A new trailer has just been released for the Lance Armstrong biopic, “The Program.” Starring Ben Foster, Chris O’Dowd and a guy who unfortunately looks nothing like Floyd Landis, the film will undoubtedly draw in lots and lots of people like me.
When I was 12 years old I watched on a restaurant TV as Armstrong clinched his seventh and final Tour De France victory. I grew up in rural northern Michigan without cable TV; I knew nothing about road cycling as a sport or as a culture. There was no euro-sophistication to be had in Gaylord, as far as I knew. I rode a bike to get an ice cream cone with my dad, maybe to get to a friend’s house when my mom didn’t feel like giving me a lift. Seeing Lance up there on that screen, and hearing my dad explain that this guy was about to win his seventh consecutive Tour de France title just blew me away.
When I was 14 I visited some family friends who lived near Sault Ste. Marie, Canada. The topic of Lance came up, whether he was or wasn’t a doper—Gary, the father of this family, was an avid cyclist, and he asked me point-blank what I thought.
“I don’t think he did it,” I said, with an almost religious fervor. “He was winning everything before he even finished high school.” This was an argument frequently used back then, that Lance was simply an anomaly, some kind of physical jackpot with all the extra stuff needed to win bike races.
“Well,” Gary said, “I say he did. I just think he’s the one who’s never been caught.”
I clammed up and ate my dinner, but I was grinding my teeth between mouthfuls. I absently rubbed the pale strip of skin on my right wrist where a LIVESTRONG bracelet dangled.
I had read “It’s Not About The Bike” at least four times. I had watched DVDs and YouTube videos of all the big races Lance had won. But a highlight reel is never the full story, is it?

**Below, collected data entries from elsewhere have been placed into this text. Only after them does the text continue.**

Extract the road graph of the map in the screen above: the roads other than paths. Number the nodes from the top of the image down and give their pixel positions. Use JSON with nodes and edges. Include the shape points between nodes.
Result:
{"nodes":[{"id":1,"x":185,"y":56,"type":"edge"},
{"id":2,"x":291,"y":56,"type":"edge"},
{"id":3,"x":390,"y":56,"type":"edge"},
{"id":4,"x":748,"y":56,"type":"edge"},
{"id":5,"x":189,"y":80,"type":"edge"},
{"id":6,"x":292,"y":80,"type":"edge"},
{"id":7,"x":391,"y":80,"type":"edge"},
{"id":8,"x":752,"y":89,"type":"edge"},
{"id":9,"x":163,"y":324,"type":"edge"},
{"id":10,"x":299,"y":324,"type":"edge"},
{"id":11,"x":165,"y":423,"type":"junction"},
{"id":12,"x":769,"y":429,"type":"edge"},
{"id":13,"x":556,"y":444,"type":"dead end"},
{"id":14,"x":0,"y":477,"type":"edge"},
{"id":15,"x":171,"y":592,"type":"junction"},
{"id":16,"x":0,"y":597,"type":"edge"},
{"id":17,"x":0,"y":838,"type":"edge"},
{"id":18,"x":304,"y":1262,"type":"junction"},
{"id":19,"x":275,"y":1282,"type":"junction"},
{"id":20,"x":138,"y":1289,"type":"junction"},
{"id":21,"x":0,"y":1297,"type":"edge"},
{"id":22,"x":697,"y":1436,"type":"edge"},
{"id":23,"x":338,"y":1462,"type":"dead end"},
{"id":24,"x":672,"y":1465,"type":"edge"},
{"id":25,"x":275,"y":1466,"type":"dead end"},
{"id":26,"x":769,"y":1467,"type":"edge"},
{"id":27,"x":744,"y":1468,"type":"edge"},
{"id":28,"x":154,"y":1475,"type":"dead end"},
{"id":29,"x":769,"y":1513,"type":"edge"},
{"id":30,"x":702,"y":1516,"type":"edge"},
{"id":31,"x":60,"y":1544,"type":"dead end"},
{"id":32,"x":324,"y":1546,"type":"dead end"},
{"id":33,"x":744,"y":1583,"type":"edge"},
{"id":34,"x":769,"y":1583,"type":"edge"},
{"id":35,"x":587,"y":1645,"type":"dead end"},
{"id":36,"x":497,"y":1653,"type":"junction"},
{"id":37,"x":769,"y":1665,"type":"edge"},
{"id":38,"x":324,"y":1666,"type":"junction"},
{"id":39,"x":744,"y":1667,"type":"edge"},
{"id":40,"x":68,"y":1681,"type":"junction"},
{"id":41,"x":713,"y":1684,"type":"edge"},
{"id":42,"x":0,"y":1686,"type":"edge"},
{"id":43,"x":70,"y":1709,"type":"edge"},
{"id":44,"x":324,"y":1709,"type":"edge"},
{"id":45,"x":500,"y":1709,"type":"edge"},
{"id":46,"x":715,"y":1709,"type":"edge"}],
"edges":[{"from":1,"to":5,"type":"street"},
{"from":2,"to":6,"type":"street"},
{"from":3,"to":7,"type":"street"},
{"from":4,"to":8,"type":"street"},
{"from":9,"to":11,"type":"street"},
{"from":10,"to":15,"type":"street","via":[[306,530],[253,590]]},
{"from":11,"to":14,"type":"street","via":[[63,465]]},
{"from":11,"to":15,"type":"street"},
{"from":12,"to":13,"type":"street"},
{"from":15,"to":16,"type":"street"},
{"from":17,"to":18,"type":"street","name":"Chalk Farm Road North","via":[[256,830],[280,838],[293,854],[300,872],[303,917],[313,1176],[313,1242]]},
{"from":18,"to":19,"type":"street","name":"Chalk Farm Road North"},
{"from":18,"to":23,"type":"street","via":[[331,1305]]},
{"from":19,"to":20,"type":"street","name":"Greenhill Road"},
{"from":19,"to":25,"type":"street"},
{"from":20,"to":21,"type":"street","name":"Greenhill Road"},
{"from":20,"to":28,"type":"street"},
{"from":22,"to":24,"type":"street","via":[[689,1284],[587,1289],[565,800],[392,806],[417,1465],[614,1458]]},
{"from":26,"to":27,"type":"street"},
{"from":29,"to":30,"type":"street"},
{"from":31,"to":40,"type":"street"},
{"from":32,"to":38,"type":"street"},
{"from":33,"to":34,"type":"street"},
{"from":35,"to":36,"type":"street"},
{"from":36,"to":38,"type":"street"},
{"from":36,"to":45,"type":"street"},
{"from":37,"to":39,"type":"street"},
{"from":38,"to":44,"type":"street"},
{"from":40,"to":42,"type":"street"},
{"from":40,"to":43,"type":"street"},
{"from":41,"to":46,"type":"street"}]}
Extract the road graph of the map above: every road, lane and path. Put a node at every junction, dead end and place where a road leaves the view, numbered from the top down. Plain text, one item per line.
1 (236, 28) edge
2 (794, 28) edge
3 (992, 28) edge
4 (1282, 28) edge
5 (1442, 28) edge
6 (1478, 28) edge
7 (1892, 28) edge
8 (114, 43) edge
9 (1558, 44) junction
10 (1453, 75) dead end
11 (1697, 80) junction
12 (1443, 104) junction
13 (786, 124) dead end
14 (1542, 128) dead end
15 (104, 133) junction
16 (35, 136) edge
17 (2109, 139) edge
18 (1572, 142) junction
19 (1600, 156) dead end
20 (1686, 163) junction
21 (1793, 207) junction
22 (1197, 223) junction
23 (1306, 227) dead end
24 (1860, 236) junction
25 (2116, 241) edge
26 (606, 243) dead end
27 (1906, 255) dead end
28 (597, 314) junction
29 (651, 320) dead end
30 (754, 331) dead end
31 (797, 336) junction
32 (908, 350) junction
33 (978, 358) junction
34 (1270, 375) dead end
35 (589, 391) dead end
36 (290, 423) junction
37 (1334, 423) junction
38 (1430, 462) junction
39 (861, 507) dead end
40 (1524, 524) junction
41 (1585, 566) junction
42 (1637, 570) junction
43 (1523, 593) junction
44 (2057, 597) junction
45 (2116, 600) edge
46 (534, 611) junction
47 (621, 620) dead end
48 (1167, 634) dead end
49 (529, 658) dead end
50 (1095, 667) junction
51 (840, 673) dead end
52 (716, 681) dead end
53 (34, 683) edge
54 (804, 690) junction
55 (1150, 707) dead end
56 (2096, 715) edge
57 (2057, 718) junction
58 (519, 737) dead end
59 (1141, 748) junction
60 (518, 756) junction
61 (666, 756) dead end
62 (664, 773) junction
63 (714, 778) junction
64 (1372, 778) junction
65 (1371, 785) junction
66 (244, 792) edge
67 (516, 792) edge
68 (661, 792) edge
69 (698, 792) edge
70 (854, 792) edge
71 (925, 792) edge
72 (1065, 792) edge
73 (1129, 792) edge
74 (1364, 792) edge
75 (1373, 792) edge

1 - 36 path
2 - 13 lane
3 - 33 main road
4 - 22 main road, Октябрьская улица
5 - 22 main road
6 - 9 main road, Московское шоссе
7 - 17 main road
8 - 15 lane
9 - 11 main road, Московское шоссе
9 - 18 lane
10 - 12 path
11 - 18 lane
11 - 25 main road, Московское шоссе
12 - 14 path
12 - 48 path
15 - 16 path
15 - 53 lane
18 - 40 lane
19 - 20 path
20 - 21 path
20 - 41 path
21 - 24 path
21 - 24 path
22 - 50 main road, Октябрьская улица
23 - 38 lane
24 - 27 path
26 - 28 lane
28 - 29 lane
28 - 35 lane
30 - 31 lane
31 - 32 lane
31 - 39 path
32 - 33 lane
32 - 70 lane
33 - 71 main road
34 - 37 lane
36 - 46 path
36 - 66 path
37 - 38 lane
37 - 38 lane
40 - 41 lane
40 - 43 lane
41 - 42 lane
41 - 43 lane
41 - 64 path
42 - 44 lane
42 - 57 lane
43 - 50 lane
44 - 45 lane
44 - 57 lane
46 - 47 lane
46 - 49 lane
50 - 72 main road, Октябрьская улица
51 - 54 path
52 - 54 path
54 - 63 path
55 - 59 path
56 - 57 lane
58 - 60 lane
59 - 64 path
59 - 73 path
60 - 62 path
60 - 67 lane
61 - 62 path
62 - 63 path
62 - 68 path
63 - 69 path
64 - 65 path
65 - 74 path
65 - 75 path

Floyd Landis, a former teammate of Lance’s, came out with a book that year (2007) called “Positively False: The true story of how I won the Tour de France.” He was a flash-in-the-pan celebrity, winning the first TdF after Lance’s record streak of victories, but only three days after the victory ceremony in Paris he was slammed with doping allegations. It turns out he was using PEDs, but he didn’t confess right away. No, he spent a whole year writing a book and campaigning for himself, fundraising thousands of dollars for his own legal defense. And then, after he had the backing of everyone around him, he admitted to the accusations; he was, indeed, a doper.
This shook me, and shook my faith in The Good Lance. A collective cynicism came out on training rides sometimes. When I would ride with groups of cyclists and triathletes, cursing out the Europeans for what they were doing to the sport. We made jokes about drugs and pills and “special therapy,” flicking imaginary syringes when we were stopped at traffic lights. But through all that, a small part of me was holding out. I still wanted to believe.
In my sophomore year of college, early 2013, I sat in my dorm room and watched Lance confess to using PEDs on a special broadcast of Oprah Winfrey’s show. By this point I was mostly wasting my time by watching. Everyone knew what he was going to say, what he was going to admit to. I had read every bit of literature I could get my hands on, every scrap of magazine article. I knew which Spanish and Italian doctors had aided the program for which StudioCanal’s new film is named. I knew which teammates had been in on it, and which ones hadn’t, at least according to published accounts. I knew the story discrepancies, and I knew who had been forced to retire from the sport by positive drug tests.
For a long time—we’re talking years, not weeks or months—Lance’s story and the stories of his former co-conspirators dominated the front covers and lead stories of magazines. VeloNews, Bicycling, even publications to whom road cycling was a bit on the fringe like Outside Magazine, all covered the developments closely.
I’m no longer subscribed to any cycling magazines. I raced in the Midwest Collegiate Cycling Conference for three seasons with an NMU jersey on my back, but now that’s over too.
In spite of it all, there’s still a hefty stack of Peloton back-issues next to my living room couch. I do still care. And I’m probably going to pony up the $10 to see what Hollywood has to show me about a guy I used to worship, even if I already know how the story ends.